Hoy en día se habla del líder resonante  (que desarrolla las siguientes competencias: compasión, alegría, mindfulness y esperanza), el líder con vocación de servicio, el jefe emocionalmente competente, el líder coach, el líder apreciativo y claro está, el líder por su cargo de autoridad.

Uno de los primeros en hablar de estos temas fue el libro “The Servant Leadership” de Greenleaf. Después le han seguido: Goleman, Covey, Boyatzis, Seligman, Rock, Cooperrider…

Sin olvidarnos del trabajo en los años sesenta y setenta de Warren Dennis. Ni tampoco de Maslow ni Peter Drucker. Pero esto ya es tema de otro post.

Dos inputs para hacernos reflexionar:

1. Video Ted Simon Sinek

En la presentación haciendo un símil con las guerras, expone que para conseguir el compromiso de sus trabajadores, los líderes primero deben mirar por su seguridad y bienestar. Si actúas con estos principios, los sacrificios y trabajo se generarán sin pedirlos.
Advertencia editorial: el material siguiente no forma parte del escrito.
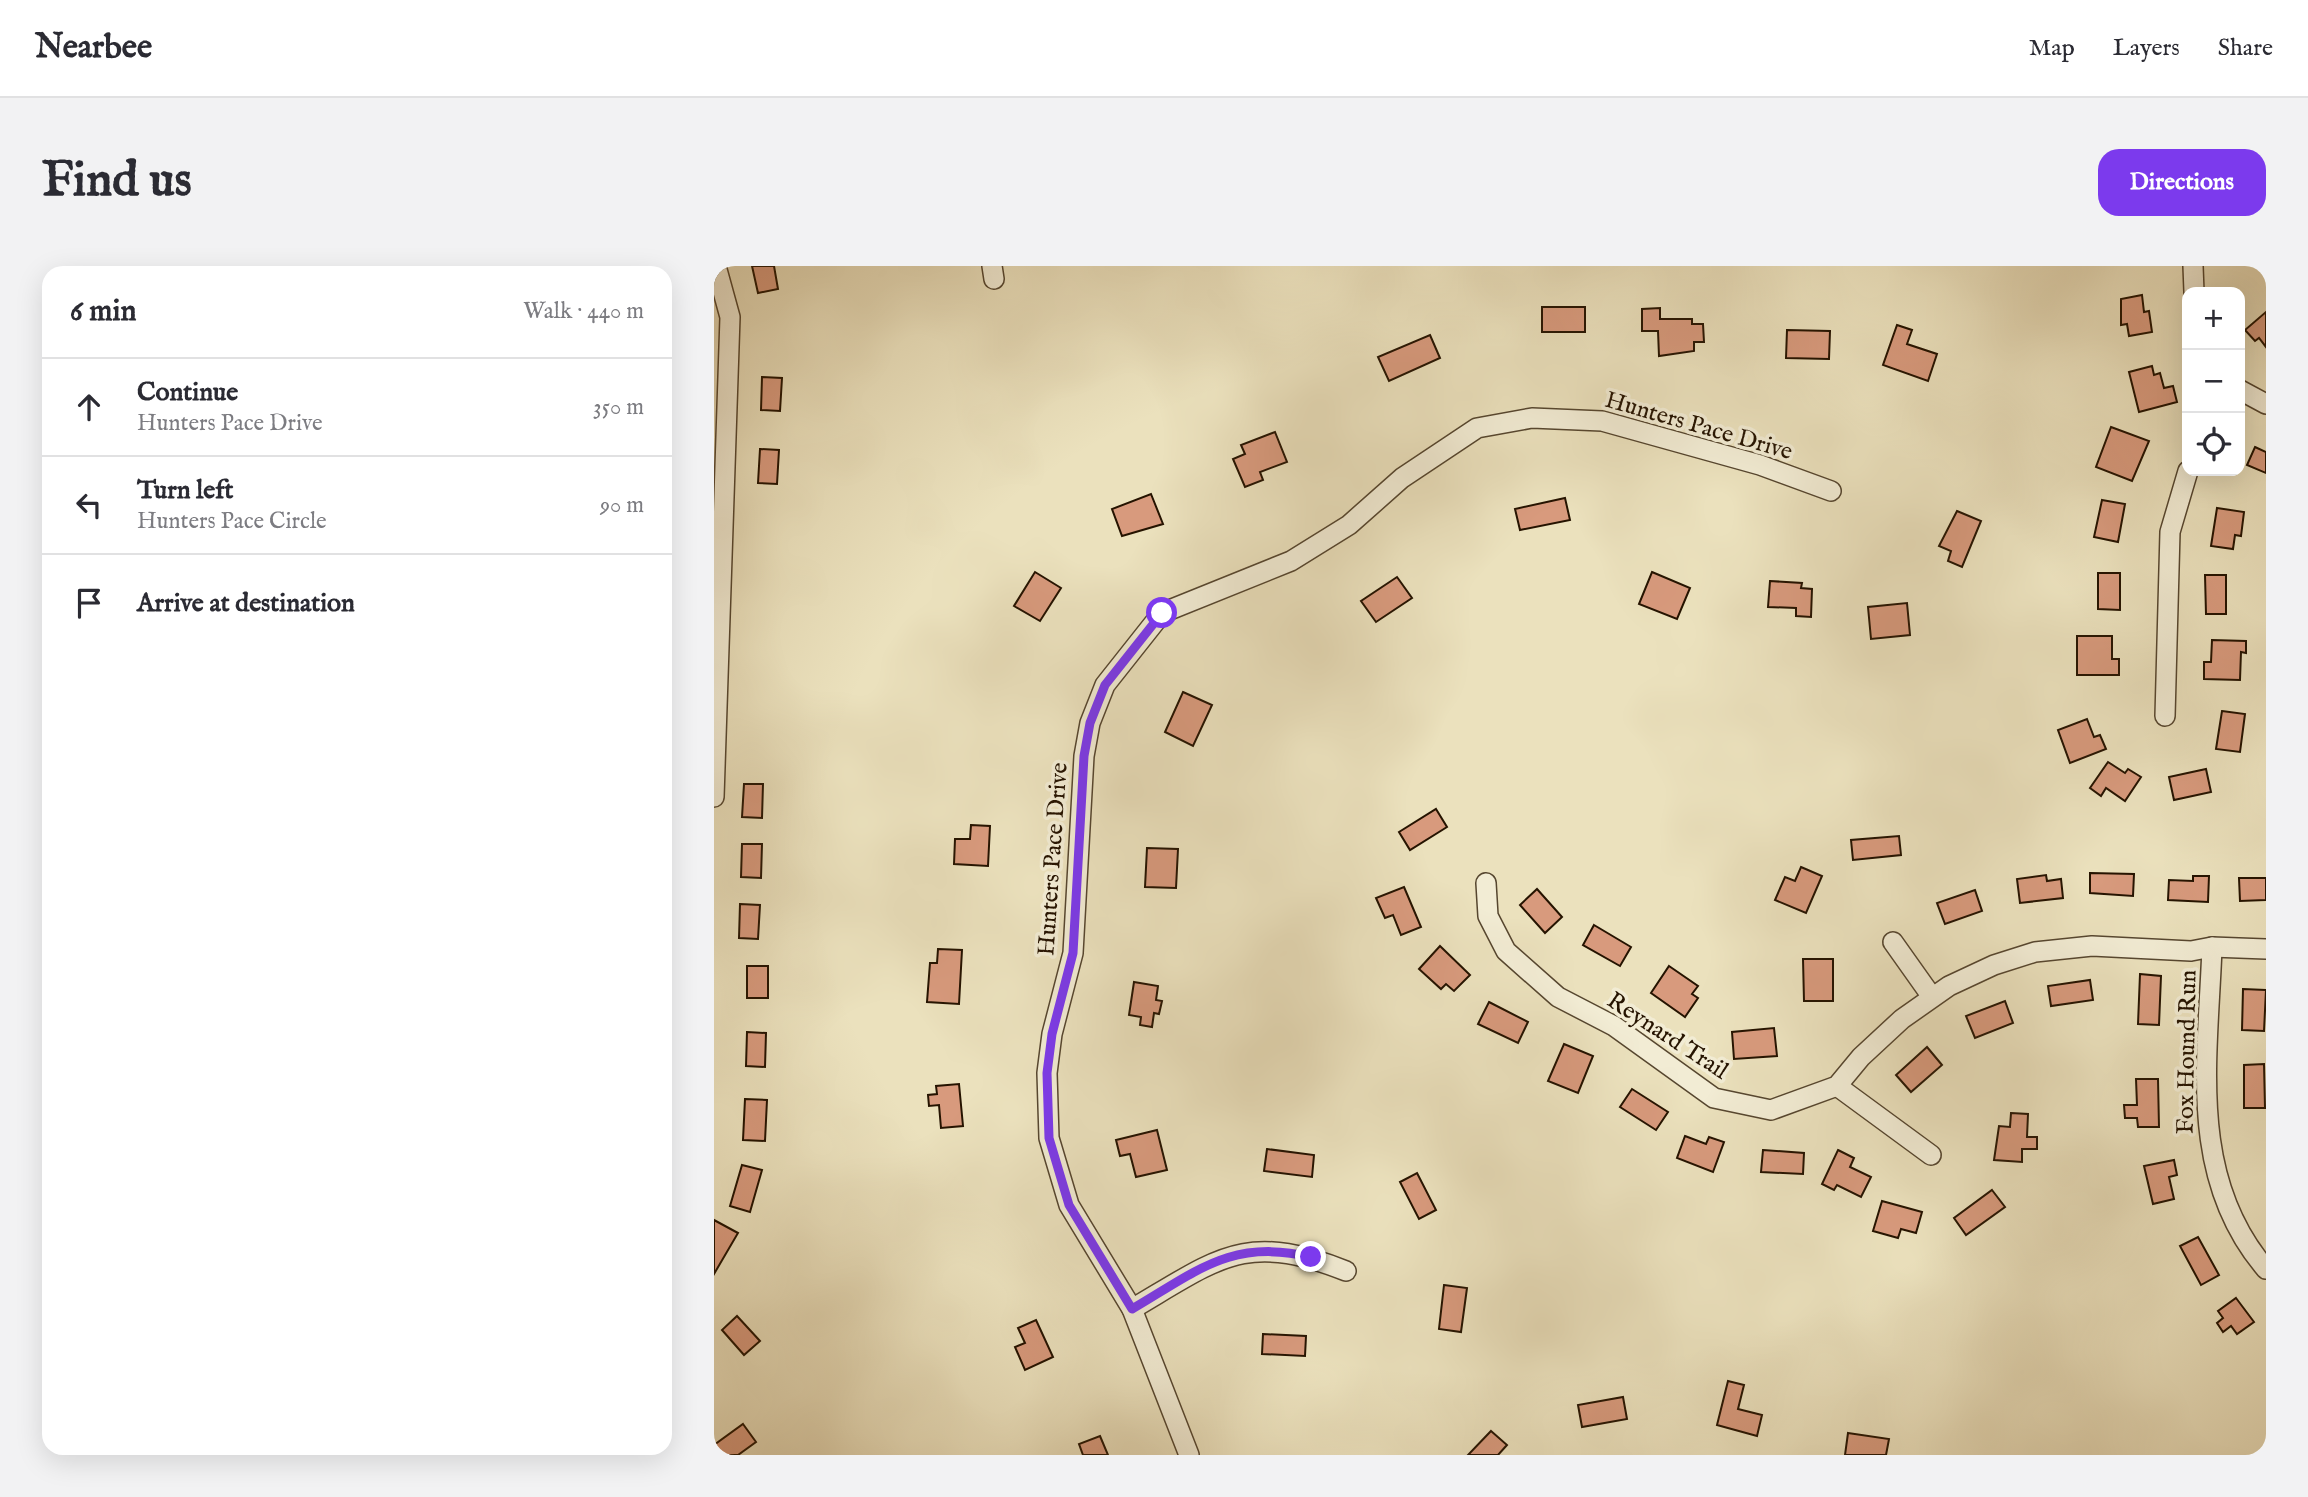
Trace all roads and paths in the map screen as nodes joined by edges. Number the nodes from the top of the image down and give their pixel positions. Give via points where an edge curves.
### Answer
1 (716, 266) edge
2 (2193, 266) edge
3 (2194, 287) edge
4 (2245, 395) edge
5 (2266, 404) edge
6 (2187, 476) edge
7 (1831, 491) dead end
8 (717, 648) edge
9 (2165, 716) dead end
10 (714, 797) edge
11 (1486, 883) dead end
12 (1893, 942) dead end
13 (2212, 947) junction
14 (2266, 949) edge
15 (1932, 997) junction
16 (1837, 1086) junction
17 (1931, 1155) dead end
18 (2266, 1269) edge
19 (1346, 1270) dead end
20 (1132, 1309) junction
21 (1189, 1455) edge

1 - 8 street via 730,317
2 - 3 street
4 - 5 street
6 - 9 street via 2170,532
7 - 20 street, Hunters Pace Drive via 1760,464 1602,421 1532,418 1477,428 1411,471 1349,525 1291,561 1162,613 1138,640 1105,685 1090,723 1084,756 1073,953 1047,1073 1049,1138 1069,1205
8 - 10 street
11 - 16 street, Reynard Trail via 1488,916 1506,951 1558,997 1614,1026 1714,1098 1771,1110
12 - 15 street
13 - 14 street
13 - 15 street via 2191,951 2092,946 2035,952 1994,965
13 - 18 street, Fox Hound Run via 2208,1143 2226,1205
15 - 16 street via 1861,1057
16 - 17 street
19 - 20 street via 1282,1250 1236,1253
20 - 21 street, Hunters Pace Drive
Además se han hecho grandes avances en la psicología positiva y la neurología. La mayoría de nosotros si reflexionamos un poco sobre nuestra vida, encontraremos ejemplos personales de la importancia de fomentar los pensamientos y sentimientos positivos. ¿Por qué no lo fomentamos en la familia o en el lugar de trabajo?

Hay que fomentar y focalizarse más en la fortalezas que las debilidades

2. Pero la realidad es otra:

Ver link.

El artículo expone que últimamente se están produciendo demasiados casos de muertes en Japón por exceso de trabajo. Y el gobierno está preocupado. De hecho el carácter trabajador y de servicio a la empresa de la cultura japonesa, fue también clave en el éxito del Toyota Production System.

Hay algo común de este artículo en muchos países desarrollados y no desarrollados tanto en la construcción, como las finanzas y consultoría. ¿Por qué? (sin olvidarnos de la explotación industrial y agrícola en según que países).

En un siguiente post mostraré que este tipo de actitudes ya está demostrado con datos desde hace ya unos cuantos años que no son sostenibles a largo plazo.

Si eres asalariado y crees que no eres valorado, que tus jefes son autoritarios y buscan su propio interés. ¿Por qué no les dices bye – bye y buscas trabajo en otro sitio?

Por MIEDO. El miedo nos paraliza hacia una vida mejor.